# [Task details]
Could you work out the number of lines in the listing that include the word "paths" and reply with that figure alone?
__________________________________________________
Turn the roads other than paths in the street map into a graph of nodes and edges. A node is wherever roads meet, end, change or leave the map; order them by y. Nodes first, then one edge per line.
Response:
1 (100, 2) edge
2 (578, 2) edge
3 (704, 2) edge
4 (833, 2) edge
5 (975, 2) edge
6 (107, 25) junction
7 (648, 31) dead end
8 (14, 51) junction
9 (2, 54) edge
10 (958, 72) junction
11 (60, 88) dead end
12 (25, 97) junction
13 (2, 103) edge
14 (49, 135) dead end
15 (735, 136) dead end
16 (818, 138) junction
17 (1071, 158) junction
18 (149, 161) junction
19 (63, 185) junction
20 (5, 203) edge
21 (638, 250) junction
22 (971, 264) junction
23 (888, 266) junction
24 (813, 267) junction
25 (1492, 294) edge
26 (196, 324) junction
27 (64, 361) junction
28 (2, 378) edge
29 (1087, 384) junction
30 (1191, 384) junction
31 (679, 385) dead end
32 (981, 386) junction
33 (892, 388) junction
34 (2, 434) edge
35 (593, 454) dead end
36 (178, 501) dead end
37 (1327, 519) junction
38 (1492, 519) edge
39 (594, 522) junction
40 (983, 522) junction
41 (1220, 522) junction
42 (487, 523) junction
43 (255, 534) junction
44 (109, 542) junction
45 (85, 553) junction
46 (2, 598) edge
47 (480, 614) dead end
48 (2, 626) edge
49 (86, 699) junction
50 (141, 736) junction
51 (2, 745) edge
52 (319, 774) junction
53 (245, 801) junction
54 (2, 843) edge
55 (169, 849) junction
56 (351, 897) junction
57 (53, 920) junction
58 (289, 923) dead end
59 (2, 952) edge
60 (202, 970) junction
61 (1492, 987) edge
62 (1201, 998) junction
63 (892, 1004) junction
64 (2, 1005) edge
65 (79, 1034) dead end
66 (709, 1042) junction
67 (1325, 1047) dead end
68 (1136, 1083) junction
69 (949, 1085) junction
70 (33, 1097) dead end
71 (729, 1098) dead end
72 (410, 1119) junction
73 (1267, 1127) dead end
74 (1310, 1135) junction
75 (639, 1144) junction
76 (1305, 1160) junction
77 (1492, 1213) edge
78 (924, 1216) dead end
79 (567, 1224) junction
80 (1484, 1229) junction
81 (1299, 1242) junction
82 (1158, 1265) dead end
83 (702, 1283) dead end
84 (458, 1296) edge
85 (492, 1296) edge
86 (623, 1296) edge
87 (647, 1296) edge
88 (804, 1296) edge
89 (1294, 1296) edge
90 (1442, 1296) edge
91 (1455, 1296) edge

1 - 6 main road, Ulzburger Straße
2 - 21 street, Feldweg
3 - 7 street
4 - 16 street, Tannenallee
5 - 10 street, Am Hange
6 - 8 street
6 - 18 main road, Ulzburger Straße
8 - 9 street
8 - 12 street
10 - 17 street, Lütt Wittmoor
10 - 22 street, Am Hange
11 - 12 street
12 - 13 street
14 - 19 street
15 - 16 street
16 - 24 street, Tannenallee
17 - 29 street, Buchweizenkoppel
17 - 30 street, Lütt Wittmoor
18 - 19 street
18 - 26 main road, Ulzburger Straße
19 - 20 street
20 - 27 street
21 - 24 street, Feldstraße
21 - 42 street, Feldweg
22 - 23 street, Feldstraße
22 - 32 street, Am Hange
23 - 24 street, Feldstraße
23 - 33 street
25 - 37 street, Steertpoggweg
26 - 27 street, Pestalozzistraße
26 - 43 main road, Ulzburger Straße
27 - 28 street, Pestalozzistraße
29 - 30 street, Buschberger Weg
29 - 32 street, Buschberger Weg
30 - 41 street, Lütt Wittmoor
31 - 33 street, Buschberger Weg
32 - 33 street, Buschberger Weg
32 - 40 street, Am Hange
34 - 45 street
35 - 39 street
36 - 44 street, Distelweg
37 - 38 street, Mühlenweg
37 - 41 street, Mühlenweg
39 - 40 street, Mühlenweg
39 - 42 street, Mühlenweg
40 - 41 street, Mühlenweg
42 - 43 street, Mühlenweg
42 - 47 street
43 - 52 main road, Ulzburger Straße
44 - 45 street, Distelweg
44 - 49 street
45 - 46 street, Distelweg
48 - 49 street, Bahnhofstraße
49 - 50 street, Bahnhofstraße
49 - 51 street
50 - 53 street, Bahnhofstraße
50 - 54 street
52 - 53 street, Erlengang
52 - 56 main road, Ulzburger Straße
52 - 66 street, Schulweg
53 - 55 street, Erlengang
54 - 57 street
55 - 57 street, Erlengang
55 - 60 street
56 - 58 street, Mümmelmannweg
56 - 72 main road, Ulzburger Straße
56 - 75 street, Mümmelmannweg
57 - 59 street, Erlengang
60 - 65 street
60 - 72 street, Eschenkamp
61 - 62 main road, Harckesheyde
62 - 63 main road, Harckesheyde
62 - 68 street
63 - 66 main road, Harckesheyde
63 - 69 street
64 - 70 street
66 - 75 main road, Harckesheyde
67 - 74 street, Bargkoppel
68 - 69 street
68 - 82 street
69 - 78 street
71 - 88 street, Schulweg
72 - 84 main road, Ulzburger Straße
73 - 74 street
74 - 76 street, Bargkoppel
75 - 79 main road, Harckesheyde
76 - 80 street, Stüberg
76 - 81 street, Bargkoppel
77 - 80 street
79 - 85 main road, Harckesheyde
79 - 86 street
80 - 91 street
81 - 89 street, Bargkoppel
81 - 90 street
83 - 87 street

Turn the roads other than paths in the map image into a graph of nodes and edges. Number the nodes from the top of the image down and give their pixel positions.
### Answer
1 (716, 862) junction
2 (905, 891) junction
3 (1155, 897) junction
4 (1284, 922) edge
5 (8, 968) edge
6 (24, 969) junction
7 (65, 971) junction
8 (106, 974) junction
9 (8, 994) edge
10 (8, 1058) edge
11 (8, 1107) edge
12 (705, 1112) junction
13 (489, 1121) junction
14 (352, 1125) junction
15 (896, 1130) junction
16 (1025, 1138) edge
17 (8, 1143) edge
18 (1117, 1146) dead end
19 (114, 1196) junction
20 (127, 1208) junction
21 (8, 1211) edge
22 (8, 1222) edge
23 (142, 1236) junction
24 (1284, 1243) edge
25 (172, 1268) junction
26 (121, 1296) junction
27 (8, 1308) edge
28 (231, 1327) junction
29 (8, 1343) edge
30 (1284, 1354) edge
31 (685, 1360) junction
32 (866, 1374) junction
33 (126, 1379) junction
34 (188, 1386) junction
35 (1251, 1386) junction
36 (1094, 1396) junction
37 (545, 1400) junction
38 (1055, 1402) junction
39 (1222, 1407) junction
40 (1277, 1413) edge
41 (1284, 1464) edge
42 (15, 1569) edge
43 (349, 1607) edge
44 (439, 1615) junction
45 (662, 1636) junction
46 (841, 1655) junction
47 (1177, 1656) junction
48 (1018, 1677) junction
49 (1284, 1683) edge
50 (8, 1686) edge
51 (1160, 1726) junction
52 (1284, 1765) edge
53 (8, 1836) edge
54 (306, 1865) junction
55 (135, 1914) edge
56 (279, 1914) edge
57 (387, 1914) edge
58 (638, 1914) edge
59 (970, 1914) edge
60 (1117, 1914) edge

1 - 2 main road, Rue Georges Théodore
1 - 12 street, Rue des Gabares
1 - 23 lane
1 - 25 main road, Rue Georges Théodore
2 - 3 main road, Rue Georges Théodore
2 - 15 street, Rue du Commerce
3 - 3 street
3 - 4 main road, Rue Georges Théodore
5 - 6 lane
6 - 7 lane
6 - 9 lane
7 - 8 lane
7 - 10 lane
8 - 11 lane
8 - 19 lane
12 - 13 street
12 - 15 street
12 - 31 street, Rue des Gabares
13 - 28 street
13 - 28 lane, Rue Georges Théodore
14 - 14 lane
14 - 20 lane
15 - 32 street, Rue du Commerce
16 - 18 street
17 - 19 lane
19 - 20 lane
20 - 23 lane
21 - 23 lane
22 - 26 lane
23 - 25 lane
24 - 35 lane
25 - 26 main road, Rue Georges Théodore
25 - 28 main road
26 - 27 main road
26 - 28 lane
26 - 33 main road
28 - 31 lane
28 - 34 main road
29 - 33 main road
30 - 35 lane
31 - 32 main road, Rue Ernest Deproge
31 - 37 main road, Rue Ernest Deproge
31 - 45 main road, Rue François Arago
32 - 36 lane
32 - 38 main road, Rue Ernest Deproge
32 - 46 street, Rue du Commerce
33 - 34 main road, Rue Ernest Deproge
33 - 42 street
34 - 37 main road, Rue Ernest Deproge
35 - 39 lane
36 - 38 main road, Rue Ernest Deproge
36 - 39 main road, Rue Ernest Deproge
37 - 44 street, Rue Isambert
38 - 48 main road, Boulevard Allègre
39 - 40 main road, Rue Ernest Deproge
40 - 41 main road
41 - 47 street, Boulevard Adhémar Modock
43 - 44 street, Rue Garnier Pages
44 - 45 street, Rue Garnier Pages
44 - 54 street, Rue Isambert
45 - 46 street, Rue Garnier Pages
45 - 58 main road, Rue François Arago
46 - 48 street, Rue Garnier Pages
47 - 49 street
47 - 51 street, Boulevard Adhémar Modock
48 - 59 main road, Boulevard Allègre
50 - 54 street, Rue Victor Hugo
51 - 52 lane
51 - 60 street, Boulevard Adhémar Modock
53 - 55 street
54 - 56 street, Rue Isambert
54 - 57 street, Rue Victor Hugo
__________________________________________________
# [Reply to the exercise]
2